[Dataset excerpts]
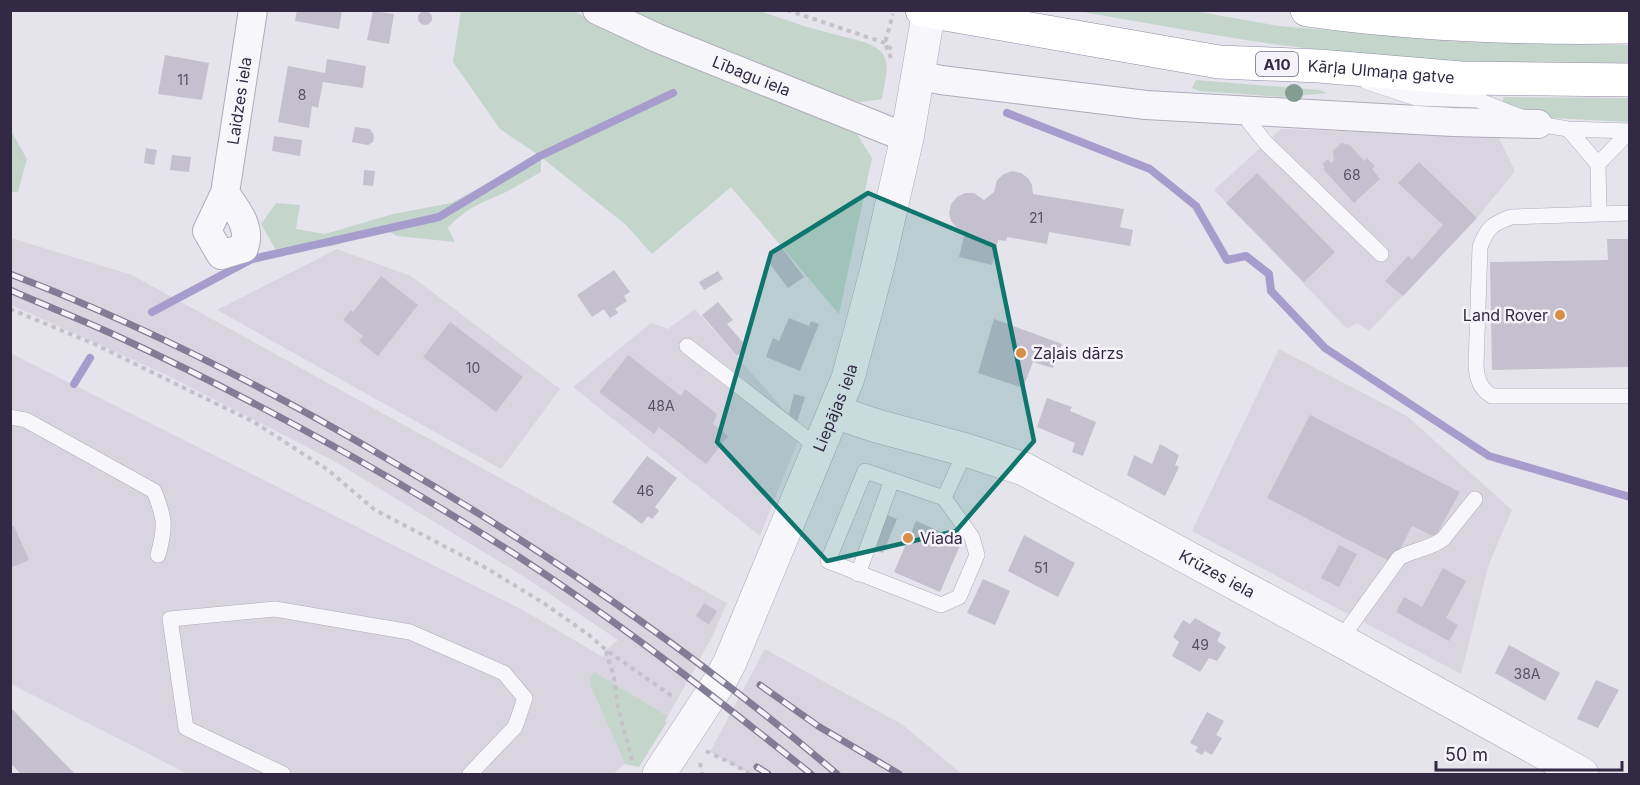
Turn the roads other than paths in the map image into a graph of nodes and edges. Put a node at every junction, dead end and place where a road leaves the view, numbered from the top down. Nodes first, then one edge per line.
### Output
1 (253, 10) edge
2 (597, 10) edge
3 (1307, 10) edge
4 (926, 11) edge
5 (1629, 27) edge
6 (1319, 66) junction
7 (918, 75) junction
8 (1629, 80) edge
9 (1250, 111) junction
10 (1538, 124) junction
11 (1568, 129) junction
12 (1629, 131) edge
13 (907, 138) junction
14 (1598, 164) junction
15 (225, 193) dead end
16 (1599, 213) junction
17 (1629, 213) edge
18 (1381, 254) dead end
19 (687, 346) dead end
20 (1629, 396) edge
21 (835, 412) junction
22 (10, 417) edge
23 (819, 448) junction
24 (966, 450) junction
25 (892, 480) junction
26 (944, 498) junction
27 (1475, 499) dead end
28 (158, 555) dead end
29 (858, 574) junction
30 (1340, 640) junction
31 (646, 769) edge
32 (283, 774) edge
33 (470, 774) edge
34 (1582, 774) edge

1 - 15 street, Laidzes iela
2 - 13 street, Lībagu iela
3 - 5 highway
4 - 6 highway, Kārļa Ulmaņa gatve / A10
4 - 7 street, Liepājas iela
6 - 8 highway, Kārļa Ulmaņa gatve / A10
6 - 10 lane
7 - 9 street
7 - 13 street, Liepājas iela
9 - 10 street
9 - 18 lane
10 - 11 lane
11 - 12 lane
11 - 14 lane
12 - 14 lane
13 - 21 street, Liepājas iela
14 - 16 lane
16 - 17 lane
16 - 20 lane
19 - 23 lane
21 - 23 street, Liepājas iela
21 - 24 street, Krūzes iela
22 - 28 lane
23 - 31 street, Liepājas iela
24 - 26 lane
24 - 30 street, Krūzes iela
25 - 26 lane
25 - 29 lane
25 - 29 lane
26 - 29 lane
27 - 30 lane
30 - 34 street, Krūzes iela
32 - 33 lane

=== What to work on ===
Once the pictures are set aside, repeat the data above exactly.

=== Solved problem ===
Turn the roads other than paths in the map image into a graph of nodes and edges. Put a node at every junction, dead end and place where a road leaves the view, numbered from the top down. Nodes first, then one edge per line.
### Output
1 (253, 10) edge
2 (597, 10) edge
3 (1307, 10) edge
4 (926, 11) edge
5 (1629, 27) edge
6 (1319, 66) junction
7 (918, 75) junction
8 (1629, 80) edge
9 (1250, 111) junction
10 (1538, 124) junction
11 (1568, 129) junction
12 (1629, 131) edge
13 (907, 138) junction
14 (1598, 164) junction
15 (225, 193) dead end
16 (1599, 213) junction
17 (1629, 213) edge
18 (1381, 254) dead end
19 (687, 346) dead end
20 (1629, 396) edge
21 (835, 412) junction
22 (10, 417) edge
23 (819, 448) junction
24 (966, 450) junction
25 (892, 480) junction
26 (944, 498) junction
27 (1475, 499) dead end
28 (158, 555) dead end
29 (858, 574) junction
30 (1340, 640) junction
31 (646, 769) edge
32 (283, 774) edge
33 (470, 774) edge
34 (1582, 774) edge

1 - 15 street, Laidzes iela
2 - 13 street, Lībagu iela
3 - 5 highway
4 - 6 highway, Kārļa Ulmaņa gatve / A10
4 - 7 street, Liepājas iela
6 - 8 highway, Kārļa Ulmaņa gatve / A10
6 - 10 lane
7 - 9 street
7 - 13 street, Liepājas iela
9 - 10 street
9 - 18 lane
10 - 11 lane
11 - 12 lane
11 - 14 lane
12 - 14 lane
13 - 21 street, Liepājas iela
14 - 16 lane
16 - 17 lane
16 - 20 lane
19 - 23 lane
21 - 23 street, Liepājas iela
21 - 24 street, Krūzes iela
22 - 28 lane
23 - 31 street, Liepājas iela
24 - 26 lane
24 - 30 street, Krūzes iela
25 - 26 lane
25 - 29 lane
25 - 29 lane
26 - 29 lane
27 - 30 lane
30 - 34 street, Krūzes iela
32 - 33 lane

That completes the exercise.